# Assignment
Find the word "nodes" in the data. Return every line where it appears.

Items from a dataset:

====

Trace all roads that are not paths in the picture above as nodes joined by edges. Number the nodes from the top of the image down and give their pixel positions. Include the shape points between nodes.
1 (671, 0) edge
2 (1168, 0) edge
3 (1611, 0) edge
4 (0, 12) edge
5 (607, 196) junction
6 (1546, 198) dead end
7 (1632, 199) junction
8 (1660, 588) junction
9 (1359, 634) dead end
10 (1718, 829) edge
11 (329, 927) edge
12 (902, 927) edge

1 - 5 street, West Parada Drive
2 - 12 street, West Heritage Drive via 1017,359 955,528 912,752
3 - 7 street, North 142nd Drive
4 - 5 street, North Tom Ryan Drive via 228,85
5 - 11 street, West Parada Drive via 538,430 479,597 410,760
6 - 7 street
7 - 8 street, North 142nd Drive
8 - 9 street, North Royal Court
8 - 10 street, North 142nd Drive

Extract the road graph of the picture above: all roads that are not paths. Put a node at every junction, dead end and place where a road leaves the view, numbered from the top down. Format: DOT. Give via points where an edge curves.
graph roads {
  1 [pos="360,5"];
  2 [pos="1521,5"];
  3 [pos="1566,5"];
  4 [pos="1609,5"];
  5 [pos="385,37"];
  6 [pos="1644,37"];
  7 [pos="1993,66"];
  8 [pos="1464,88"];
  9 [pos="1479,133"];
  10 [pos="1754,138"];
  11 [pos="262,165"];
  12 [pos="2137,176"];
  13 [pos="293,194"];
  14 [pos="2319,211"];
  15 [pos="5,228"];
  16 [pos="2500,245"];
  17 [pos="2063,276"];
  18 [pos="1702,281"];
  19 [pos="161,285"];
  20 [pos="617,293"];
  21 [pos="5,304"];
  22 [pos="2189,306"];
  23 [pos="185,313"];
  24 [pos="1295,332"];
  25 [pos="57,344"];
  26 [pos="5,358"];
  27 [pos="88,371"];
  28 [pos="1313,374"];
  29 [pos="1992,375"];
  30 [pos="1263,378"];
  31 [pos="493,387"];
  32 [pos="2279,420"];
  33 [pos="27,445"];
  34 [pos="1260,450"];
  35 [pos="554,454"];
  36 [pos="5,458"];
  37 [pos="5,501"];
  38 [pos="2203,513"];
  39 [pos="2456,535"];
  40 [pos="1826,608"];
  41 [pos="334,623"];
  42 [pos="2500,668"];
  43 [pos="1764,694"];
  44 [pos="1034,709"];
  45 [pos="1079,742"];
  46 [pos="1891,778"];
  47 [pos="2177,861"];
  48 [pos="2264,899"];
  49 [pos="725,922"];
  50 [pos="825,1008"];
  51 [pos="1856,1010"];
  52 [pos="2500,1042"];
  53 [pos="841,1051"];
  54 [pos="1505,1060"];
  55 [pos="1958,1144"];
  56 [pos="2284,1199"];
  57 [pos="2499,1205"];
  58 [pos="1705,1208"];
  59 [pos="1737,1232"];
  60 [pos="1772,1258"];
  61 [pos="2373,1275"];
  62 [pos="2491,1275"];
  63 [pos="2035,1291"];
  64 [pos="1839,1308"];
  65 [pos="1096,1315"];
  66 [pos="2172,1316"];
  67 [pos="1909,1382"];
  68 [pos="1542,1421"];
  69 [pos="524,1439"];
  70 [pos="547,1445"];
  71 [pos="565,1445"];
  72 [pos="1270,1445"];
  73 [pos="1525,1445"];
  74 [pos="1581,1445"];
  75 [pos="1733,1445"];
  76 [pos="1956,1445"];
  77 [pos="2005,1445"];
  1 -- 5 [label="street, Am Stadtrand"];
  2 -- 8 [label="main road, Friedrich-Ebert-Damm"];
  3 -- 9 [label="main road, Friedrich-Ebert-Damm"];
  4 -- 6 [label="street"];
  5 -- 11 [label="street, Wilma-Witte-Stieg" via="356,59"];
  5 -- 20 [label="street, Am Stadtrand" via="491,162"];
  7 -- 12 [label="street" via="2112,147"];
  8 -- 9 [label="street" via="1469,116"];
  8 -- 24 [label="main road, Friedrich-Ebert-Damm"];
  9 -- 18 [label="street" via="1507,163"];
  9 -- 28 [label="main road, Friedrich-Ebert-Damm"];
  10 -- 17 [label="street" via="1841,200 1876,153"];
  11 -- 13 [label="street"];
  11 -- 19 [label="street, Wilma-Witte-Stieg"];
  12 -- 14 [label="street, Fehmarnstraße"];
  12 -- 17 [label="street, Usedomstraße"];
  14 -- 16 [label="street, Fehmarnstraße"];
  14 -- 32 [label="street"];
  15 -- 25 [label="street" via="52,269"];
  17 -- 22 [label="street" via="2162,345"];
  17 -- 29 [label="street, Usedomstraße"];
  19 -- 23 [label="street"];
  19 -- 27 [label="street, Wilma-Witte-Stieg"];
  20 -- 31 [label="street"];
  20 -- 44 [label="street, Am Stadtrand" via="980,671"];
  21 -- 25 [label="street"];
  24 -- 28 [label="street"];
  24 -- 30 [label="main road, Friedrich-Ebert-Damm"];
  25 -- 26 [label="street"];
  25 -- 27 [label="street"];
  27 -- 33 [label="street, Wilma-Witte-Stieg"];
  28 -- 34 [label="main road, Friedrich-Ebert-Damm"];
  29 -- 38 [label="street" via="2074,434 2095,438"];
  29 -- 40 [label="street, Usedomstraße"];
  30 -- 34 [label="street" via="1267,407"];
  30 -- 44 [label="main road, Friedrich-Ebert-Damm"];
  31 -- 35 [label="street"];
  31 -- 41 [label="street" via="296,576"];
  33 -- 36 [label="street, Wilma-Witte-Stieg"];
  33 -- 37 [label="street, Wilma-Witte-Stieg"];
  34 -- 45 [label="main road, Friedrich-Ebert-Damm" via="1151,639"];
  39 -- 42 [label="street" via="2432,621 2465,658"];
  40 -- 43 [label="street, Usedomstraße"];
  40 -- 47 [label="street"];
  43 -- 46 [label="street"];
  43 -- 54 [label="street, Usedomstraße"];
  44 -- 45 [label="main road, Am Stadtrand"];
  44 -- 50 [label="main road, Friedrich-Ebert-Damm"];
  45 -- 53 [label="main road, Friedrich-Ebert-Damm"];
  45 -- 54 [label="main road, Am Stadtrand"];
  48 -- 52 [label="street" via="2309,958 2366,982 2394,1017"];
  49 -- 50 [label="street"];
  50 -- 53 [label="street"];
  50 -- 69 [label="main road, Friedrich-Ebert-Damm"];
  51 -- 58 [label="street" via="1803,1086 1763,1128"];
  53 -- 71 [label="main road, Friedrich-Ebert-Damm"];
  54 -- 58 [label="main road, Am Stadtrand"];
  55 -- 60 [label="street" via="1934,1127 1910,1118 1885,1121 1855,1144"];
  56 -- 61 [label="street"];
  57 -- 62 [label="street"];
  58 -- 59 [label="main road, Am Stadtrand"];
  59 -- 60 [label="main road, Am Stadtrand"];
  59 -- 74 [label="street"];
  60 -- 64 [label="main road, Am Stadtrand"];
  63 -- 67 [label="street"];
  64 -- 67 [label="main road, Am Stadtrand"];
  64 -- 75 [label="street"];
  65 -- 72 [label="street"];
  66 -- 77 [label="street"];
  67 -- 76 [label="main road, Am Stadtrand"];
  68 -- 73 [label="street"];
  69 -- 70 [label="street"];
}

====

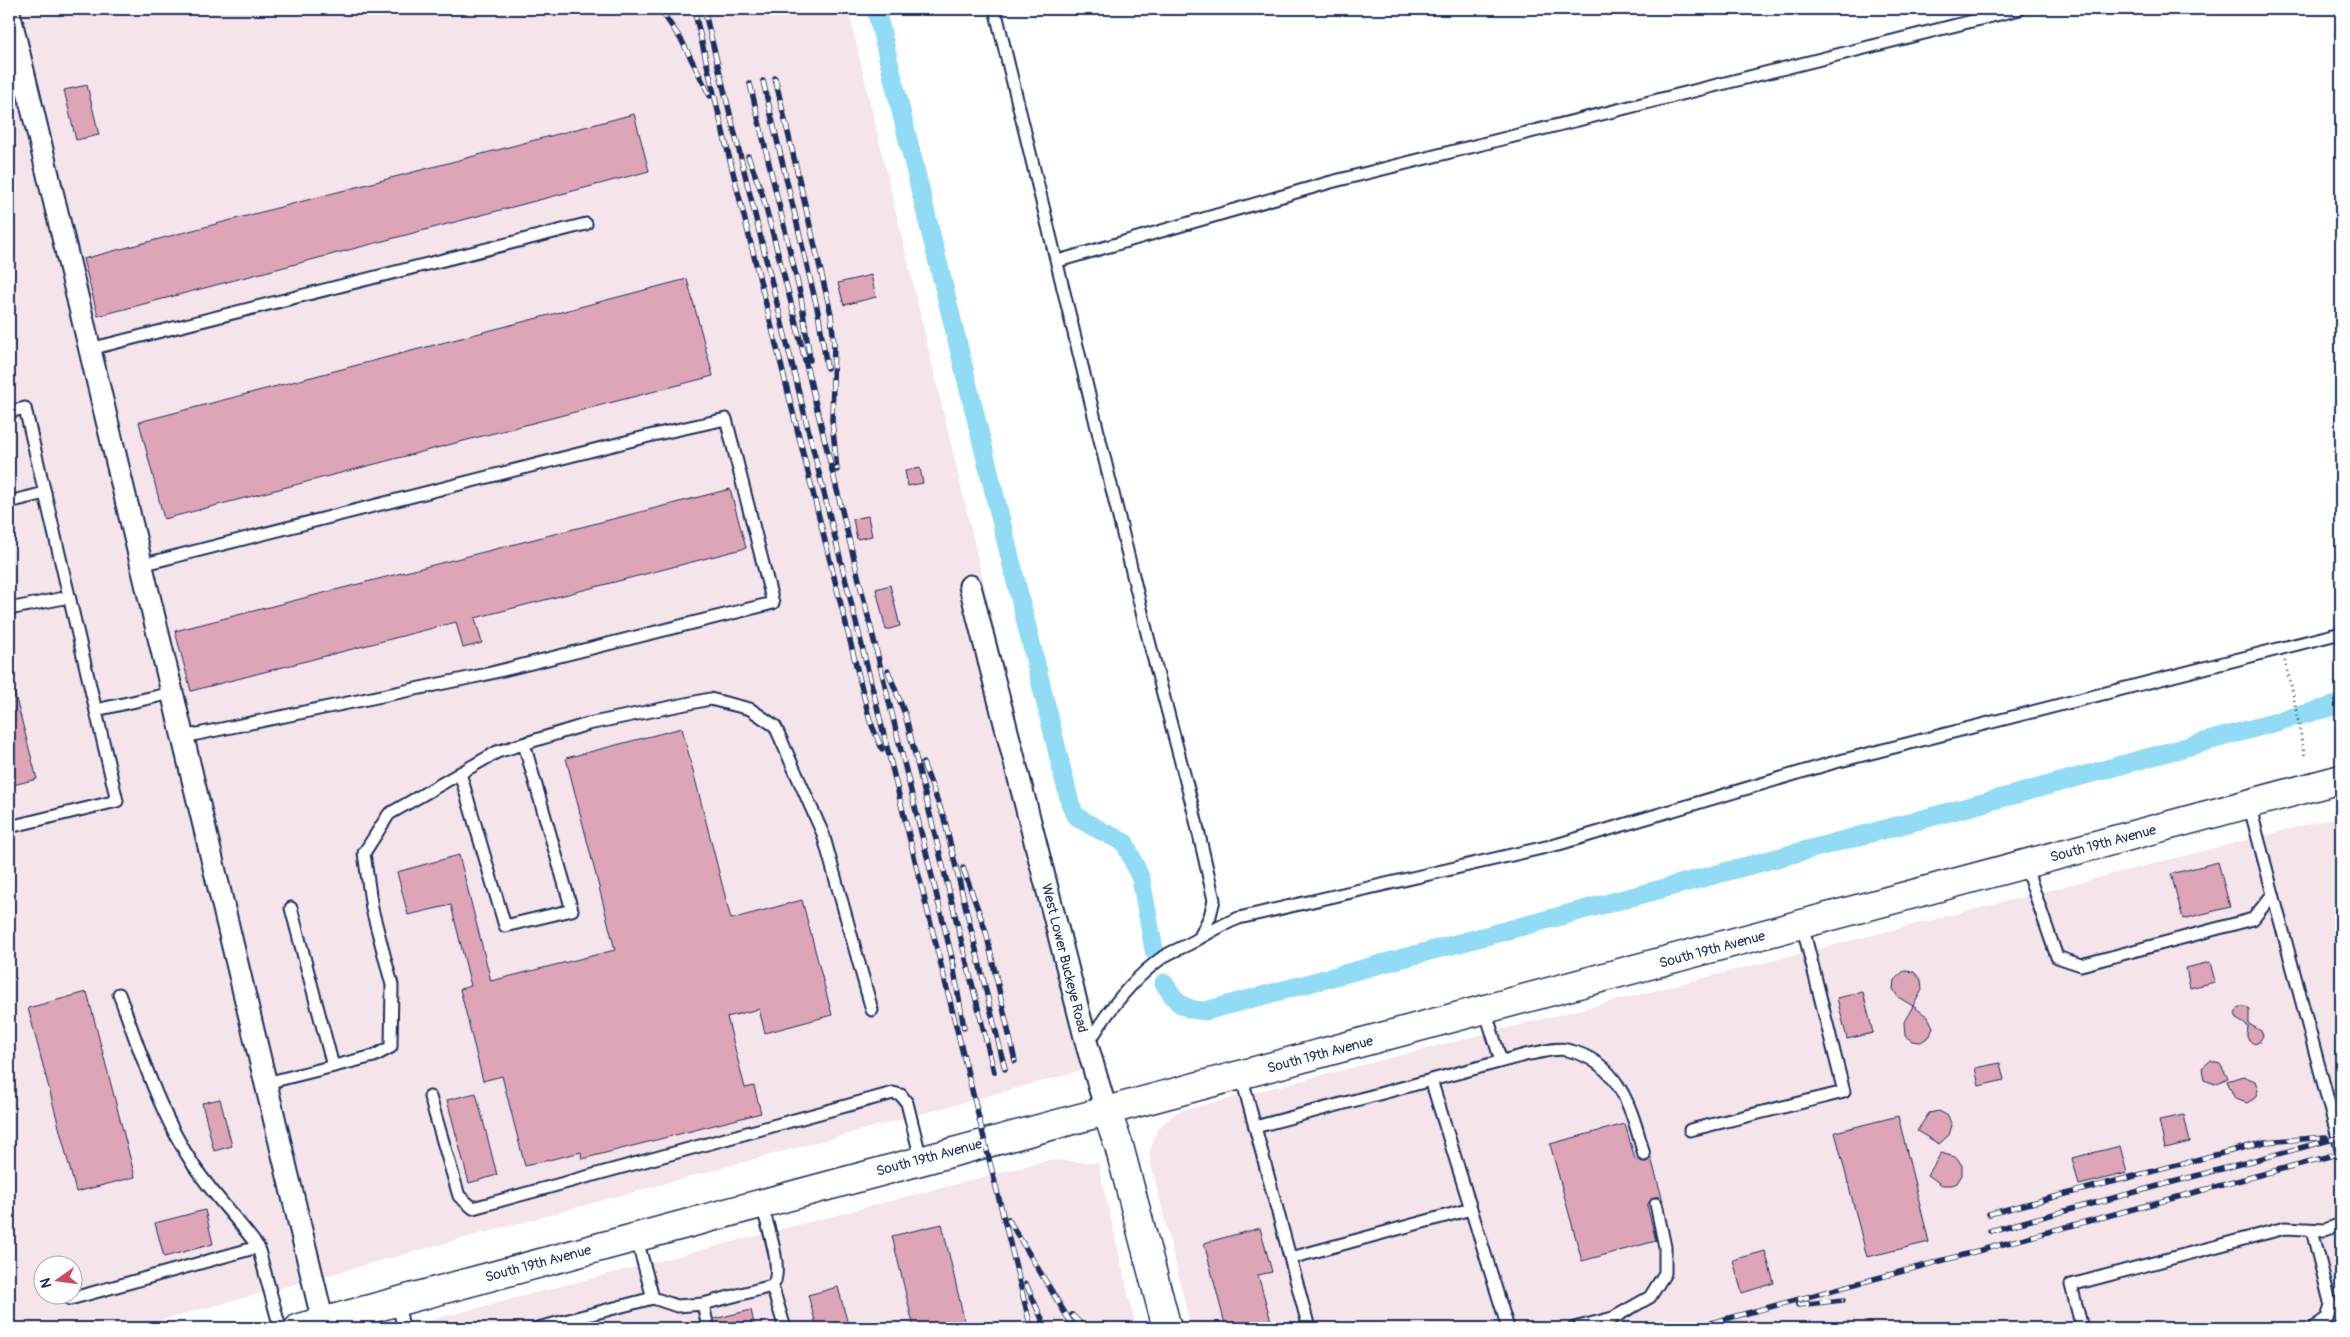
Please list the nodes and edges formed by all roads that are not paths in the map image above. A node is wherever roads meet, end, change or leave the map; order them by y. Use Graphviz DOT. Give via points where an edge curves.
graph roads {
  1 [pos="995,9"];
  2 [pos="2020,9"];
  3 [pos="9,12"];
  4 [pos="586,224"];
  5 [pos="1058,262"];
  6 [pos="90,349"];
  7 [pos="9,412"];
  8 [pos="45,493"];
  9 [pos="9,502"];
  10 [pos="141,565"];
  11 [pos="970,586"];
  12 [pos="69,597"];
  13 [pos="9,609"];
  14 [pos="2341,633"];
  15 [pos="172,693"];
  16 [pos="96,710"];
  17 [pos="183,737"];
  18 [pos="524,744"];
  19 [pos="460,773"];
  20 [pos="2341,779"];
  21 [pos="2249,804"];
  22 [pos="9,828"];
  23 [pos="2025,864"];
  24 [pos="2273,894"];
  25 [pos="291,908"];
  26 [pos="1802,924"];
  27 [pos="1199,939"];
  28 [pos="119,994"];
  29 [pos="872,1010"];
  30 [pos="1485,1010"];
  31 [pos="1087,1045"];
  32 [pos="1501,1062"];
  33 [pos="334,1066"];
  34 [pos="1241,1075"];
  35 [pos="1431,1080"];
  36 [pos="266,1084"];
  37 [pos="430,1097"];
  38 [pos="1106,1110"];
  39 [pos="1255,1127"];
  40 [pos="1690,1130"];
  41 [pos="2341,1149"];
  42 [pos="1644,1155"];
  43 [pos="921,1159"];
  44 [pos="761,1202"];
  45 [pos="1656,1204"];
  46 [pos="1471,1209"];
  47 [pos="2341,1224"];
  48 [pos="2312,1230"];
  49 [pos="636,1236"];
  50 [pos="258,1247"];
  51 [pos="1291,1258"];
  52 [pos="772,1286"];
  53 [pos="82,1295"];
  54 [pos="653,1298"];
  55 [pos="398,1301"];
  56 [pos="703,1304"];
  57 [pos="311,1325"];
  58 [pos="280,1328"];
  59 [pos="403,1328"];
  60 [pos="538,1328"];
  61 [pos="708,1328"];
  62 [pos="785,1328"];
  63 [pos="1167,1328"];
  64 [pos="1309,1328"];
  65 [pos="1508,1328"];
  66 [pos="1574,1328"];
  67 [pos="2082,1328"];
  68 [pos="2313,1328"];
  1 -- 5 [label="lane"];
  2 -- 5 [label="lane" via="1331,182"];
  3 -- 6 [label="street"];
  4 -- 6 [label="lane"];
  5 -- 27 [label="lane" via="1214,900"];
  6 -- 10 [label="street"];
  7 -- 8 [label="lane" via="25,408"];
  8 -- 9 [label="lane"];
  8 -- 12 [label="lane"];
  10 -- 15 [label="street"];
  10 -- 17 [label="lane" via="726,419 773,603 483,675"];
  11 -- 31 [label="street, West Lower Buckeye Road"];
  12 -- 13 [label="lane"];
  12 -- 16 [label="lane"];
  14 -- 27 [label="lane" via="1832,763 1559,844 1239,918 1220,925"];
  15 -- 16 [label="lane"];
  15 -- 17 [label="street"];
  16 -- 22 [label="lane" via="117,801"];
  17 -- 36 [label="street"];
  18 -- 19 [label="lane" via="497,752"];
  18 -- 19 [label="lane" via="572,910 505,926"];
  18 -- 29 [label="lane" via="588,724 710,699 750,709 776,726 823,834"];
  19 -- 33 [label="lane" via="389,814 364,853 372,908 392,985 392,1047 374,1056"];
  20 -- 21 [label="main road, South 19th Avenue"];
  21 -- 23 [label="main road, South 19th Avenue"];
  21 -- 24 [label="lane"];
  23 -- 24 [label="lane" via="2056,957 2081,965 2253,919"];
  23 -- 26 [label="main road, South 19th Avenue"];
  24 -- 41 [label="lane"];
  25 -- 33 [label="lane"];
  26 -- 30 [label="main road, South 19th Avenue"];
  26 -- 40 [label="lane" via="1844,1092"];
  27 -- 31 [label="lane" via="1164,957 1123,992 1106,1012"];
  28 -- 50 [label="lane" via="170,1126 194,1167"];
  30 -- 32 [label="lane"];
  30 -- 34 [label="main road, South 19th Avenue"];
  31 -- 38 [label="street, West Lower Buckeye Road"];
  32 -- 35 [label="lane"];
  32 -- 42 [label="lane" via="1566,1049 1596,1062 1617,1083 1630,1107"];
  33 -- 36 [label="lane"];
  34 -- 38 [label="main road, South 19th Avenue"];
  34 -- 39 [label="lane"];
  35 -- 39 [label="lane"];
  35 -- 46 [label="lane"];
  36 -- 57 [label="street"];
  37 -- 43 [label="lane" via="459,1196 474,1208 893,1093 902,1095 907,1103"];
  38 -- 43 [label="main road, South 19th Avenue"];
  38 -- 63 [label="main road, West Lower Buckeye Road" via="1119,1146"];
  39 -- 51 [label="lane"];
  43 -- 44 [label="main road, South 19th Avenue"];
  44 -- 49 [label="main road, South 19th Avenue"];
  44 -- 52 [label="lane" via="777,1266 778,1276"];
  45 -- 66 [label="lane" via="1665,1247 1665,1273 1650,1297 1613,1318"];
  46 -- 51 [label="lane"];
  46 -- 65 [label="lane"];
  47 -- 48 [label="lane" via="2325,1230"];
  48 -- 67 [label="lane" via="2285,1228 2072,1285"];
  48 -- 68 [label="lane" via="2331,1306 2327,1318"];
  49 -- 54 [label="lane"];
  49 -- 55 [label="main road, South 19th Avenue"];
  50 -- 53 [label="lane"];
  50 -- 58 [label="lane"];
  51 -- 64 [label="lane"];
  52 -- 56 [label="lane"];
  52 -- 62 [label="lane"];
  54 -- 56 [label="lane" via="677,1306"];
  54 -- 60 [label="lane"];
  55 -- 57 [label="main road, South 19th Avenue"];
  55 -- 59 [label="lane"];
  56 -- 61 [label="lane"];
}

====

# Solution to the exercise
Trace all roads that are not paths in the picture above as nodes joined by edges. Number the nodes from the top of the image down and give their pixel positions. Include the shape points between nodes.
Please list the nodes and edges formed by all roads that are not paths in the map image above. A node is wherever roads meet, end, change or leave the map; order them by y. Use Graphviz DOT. Give via points where an edge curves.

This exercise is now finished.